Die ersten Rückläufe stimmen das Projektteam zuversichtlich. »Ein Rücklauf von 30 bis 35 Prozent wäre super«, wirbt die Leiterin des Fachbereichs Soziales bei der Stadt Schloß Holte-Stukenbrock, Christiane Vornholt. Sie bittet alle, die den Fragebogen erhalten haben, ihn ausgefüllt in eine der 15 Boxen zu stecken, die in allen fünf Stadtteilen beim Fleischer oder Bäcker, im Supermarkt, bei Banken und Sparkassen, in der Postfiliale oder im Rathaus stehen. Der Fragebogen kann auch online ausgefüllt werden. Er ist zu finden unter der Adresse www.schlossholtestukenbrock.de/umfrage . Der Fragebogen ist anonym.

Bedürfnisse und Wünsche

Der Rat der Stadt hat den Auftrag erteilt festzustellen, wie zufrieden Senioren damit sind, was in der Stadt geboten wird, und wo sie Verbesserungsbedarf sehen. Kooperationspartner ist der Kreis Gütersloh, der nach dem Alten- und Pflegegesetz zur kommunalen Pflegeplanung verpflichtet ist. »Der Kreis versteht sich als Partner. Deshalb hat er es übernommen, die Fragebögen zu verschicken und sie auswerten zu lassen«, sagt Viktoria Kowaltschuk, Sachgebietsleiterin Pflege beim Kreis. In Steinhagen, Stadtteilen von Gütersloh, Rietberg und Verl sei das Projekt bereits gelaufen. Mit ganz unterschiedlichen Ergebnissen, weil auch die Bedürfnisse und das, was schon existiert, von Stadt zu Stadt unterschiedlich ist. In Rietberg wurden zum Beispiel öffentliche Toiletten gefordert, in Avenwedde ist ein Treffpunkt entstanden.

Alle Lebensbereiche abgefragt

Der achtseitige Fragebogen sammelt Angaben zur Wohnsituation, zu Freizeit und Ehrenamt, zur Nahversorgung mit Lebensmitteln, Ärzten, Schuster oder Frisör, zur Mobilität und zum Thema Pflege. »Wir haben schon einige Rückfragen gehabt. Das zeigt, dass sich die Leute damit auseinander setzen und den Fragebogen ernst nehmen«, sagt Christiane Vornholt.

Bis zum 15. Mai werden die Fragebögen gesammelt. Die Auswertung übernimmt die Forschungsgesellschaft für Gerontologie der Technischen Universität Dortmund. Die Ergebnisse werden – voraussichtlich im September – in fünf Bürgerforen in Stukenbrock, Stukenbrock-Senne, Schloß Holte, Liemke und Sende vorgestellt.
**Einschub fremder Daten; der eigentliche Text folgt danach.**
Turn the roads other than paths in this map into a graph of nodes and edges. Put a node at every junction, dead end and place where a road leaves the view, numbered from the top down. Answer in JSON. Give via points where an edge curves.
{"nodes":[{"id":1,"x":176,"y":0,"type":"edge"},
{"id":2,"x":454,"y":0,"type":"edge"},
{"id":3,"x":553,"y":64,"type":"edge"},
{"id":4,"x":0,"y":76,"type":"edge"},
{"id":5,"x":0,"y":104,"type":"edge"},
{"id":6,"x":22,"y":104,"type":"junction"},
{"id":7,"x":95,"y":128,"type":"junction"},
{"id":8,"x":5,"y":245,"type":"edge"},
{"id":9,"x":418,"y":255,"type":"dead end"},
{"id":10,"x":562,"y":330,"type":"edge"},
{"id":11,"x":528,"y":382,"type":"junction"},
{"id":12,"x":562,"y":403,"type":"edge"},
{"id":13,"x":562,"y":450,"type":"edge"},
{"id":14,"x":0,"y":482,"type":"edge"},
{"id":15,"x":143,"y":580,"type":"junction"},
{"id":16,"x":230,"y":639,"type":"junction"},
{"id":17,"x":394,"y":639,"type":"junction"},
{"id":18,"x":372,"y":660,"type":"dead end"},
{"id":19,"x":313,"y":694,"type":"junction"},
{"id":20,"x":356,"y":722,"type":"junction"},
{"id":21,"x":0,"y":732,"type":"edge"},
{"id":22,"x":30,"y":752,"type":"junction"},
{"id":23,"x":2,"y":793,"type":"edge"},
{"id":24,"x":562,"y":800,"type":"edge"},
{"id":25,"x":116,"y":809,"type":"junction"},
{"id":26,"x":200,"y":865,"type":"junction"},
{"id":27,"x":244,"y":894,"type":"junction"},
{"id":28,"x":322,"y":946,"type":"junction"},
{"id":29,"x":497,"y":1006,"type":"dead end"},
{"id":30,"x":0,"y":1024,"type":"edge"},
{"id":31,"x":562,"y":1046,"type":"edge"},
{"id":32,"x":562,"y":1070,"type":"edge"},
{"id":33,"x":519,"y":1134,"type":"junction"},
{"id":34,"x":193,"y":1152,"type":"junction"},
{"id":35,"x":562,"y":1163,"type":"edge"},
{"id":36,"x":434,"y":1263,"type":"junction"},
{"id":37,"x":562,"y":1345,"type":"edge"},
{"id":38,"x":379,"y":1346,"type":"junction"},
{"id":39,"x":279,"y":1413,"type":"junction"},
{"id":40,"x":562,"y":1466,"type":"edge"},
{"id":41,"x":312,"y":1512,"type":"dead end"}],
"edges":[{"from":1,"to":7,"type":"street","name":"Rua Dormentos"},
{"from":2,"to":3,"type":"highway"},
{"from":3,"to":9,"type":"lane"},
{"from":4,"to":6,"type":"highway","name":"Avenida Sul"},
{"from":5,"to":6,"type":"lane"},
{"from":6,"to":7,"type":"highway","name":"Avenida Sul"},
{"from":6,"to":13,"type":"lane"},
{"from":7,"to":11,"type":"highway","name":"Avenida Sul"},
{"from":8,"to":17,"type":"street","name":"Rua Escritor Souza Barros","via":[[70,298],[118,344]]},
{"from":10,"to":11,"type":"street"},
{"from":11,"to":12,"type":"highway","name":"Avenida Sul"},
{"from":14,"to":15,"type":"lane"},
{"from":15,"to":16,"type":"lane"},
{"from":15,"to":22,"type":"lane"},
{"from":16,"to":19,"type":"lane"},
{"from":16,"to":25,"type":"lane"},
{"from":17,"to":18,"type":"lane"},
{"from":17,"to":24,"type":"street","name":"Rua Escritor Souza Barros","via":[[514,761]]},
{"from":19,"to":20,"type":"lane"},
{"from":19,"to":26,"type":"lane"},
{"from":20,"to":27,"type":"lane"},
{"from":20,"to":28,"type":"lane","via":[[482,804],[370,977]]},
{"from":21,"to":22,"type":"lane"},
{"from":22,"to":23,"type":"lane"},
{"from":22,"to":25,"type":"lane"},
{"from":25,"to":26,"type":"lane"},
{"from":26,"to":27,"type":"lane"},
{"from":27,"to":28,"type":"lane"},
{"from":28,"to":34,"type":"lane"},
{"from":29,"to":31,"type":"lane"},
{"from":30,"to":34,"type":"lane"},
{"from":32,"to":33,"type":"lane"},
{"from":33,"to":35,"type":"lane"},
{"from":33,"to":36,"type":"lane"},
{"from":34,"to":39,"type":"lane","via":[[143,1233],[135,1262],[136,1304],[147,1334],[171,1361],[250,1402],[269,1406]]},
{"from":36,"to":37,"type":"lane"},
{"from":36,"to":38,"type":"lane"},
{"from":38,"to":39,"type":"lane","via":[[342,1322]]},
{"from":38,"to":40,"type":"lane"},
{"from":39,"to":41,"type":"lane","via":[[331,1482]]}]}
Dazu sind alle Bürger jeden Alters eingeladen. »Wir wollen herauskitzeln, wo Bedarf besteht, welche Wünsche die Leute haben«, sagt Barbara Winter, Projektsachbearbeiterin in der Abteilung Soziales beim Kreis. An Stellwänden werden die Vorschläge gesammelt.

Ein Expertenforum mit Vertretern der Pflegeberufe, Apothekern, Hausärzten und den Betreibern ambulanter und stationärer Pflegeeinrichtungen und -dienste gibt es ebenfalls. Im Dezember oder Januar werden die Ergebnisse dann in den politischen Gremien vorgestellt.